- Exercise details -
The answer must consist of each line below that holds the word "Dénivelé", copied as it stands.

- Source data -
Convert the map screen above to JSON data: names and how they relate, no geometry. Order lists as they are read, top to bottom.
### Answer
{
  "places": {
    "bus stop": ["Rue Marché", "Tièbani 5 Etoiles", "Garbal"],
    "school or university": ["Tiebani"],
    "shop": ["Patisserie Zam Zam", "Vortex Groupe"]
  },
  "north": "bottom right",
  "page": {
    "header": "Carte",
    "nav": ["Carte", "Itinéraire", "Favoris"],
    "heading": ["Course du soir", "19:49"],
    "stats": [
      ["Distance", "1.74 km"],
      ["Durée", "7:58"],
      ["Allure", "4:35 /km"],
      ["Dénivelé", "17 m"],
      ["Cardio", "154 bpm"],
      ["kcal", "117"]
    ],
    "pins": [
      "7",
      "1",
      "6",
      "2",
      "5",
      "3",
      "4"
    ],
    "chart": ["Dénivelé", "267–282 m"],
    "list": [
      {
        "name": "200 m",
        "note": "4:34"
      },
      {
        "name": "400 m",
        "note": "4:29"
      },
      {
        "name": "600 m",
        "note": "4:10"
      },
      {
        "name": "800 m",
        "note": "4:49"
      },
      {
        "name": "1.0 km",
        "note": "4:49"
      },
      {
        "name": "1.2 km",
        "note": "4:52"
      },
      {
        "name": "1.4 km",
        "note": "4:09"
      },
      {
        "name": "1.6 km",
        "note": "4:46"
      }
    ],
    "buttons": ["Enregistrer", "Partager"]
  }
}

- Exercise answer -
      ["Dénivelé", "17 m"],
    "chart": ["Dénivelé", "267–282 m"],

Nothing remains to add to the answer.